# Body or hand keypoint data
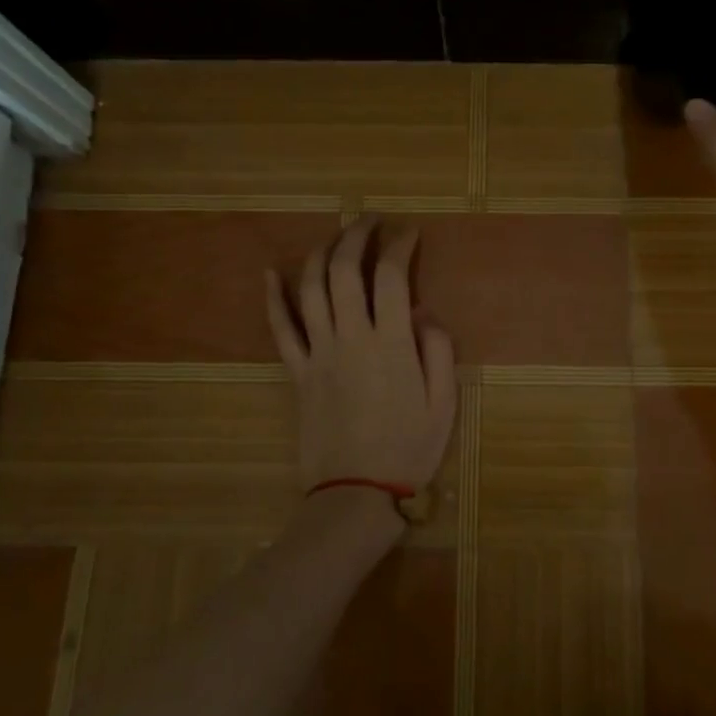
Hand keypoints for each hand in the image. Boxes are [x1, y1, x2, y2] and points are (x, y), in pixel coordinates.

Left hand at [265, 218, 457, 508]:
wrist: (354, 494)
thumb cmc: (408, 449)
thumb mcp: (444, 404)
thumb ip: (439, 351)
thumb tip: (424, 312)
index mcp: (391, 343)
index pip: (392, 276)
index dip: (400, 247)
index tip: (410, 234)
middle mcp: (351, 338)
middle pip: (345, 270)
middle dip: (357, 236)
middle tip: (370, 221)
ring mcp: (318, 353)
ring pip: (310, 289)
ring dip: (320, 254)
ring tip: (334, 238)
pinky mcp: (297, 372)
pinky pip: (280, 328)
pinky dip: (273, 298)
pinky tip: (271, 273)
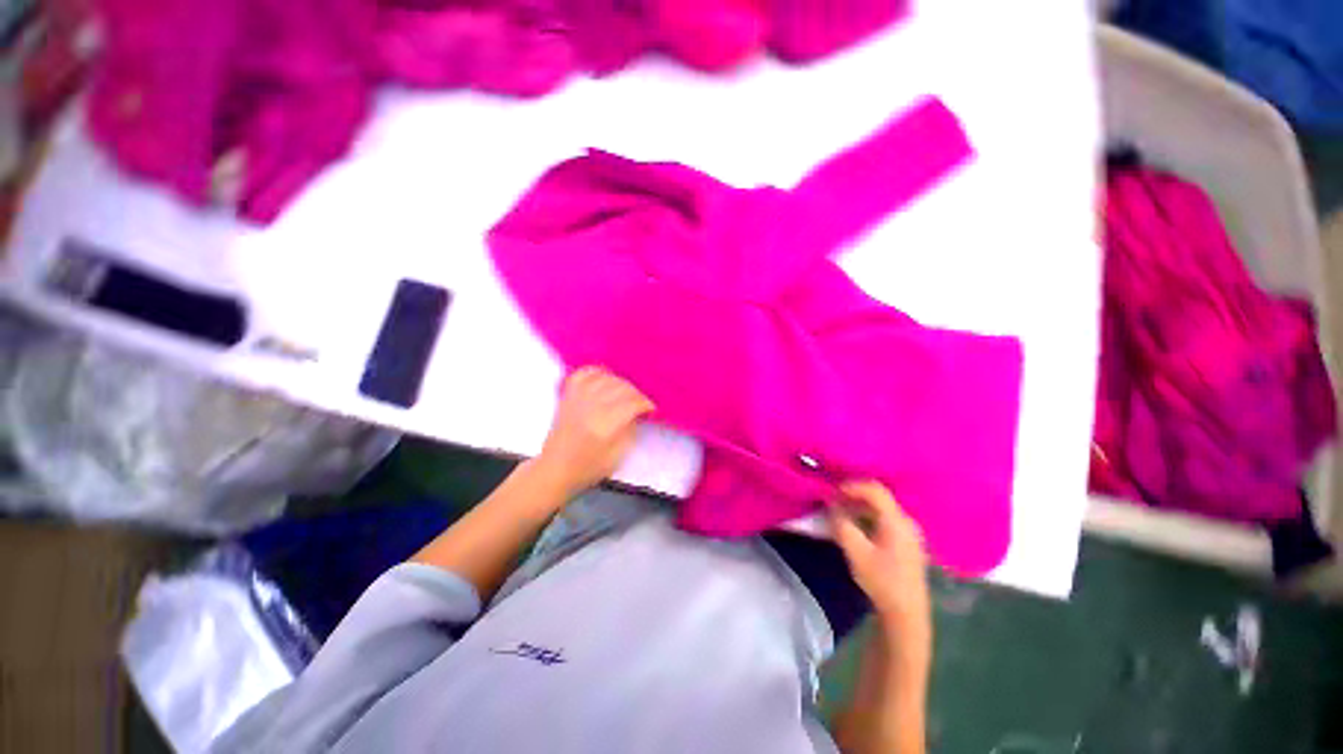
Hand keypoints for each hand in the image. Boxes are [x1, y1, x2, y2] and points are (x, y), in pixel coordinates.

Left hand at [535, 366, 655, 497]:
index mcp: (605, 425)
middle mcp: (591, 407)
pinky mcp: (568, 395)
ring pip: (606, 378)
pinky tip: (605, 379)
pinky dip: (598, 372)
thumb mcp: (618, 455)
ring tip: (626, 394)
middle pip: (621, 388)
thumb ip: (631, 430)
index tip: (651, 408)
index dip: (646, 403)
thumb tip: (638, 412)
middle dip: (636, 393)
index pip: (632, 403)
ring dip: (621, 383)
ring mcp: (578, 398)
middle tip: (640, 403)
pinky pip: (585, 373)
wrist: (555, 468)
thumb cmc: (589, 466)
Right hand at [829, 481, 930, 629]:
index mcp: (897, 521)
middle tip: (833, 499)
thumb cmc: (881, 582)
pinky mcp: (907, 543)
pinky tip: (856, 525)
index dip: (851, 486)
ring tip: (840, 511)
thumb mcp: (856, 552)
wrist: (907, 615)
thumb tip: (831, 504)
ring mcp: (910, 533)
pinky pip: (885, 519)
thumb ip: (841, 524)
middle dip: (854, 494)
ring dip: (860, 505)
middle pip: (879, 497)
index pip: (874, 490)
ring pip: (882, 508)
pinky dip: (868, 515)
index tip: (832, 491)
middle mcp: (907, 522)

# Activity
Reproduce word for word the lines from the one containing "pinky mcp: (297, 372)" through the end of the data, both ends kept. Drop the pictures.

# Result
pinky mcp: (297, 372)
pinky pip: (280, 328)
pinky dip: (273, 298)
pinky tip: (271, 273)
Hand keypoints for each hand in the image. Boxes are [x1, y1, x2, y2] and points are (x, y), in pixel coordinates.

Left hand at [535, 366, 655, 497]:
index mcp: (605, 425)
middle mcp: (591, 407)
pinky mcp: (568, 395)
ring pip: (606, 378)
pinky tip: (605, 379)
pinky dip: (598, 372)
thumb mcp: (618, 455)
ring tip: (626, 394)
middle pip: (621, 388)
thumb ip: (631, 430)
index tip: (651, 408)
index dip: (646, 403)
thumb tip: (638, 412)
middle dip: (636, 393)
index pip: (632, 403)
ring dip: (621, 383)
ring mcp: (578, 398)
middle tip: (640, 403)
pinky pip: (585, 373)
wrist: (555, 468)
thumb cmc: (589, 466)
Right hand at [829, 481, 930, 629]:
index mcp: (897, 521)
middle tip: (833, 499)
thumb cmc: (881, 582)
pinky mcp: (907, 543)
pinky tip: (856, 525)
index dip: (851, 486)
ring tip: (840, 511)
thumb mcp: (856, 552)
wrist: (907, 615)
thumb tip: (831, 504)
ring mcp: (910, 533)
pinky pip: (885, 519)
thumb ip: (841, 524)
middle dip: (854, 494)
ring dip: (860, 505)
middle pip: (879, 497)
index pip: (874, 490)
ring pip: (882, 508)
pinky dip: (868, 515)
index tip: (832, 491)
middle mcp: (907, 522)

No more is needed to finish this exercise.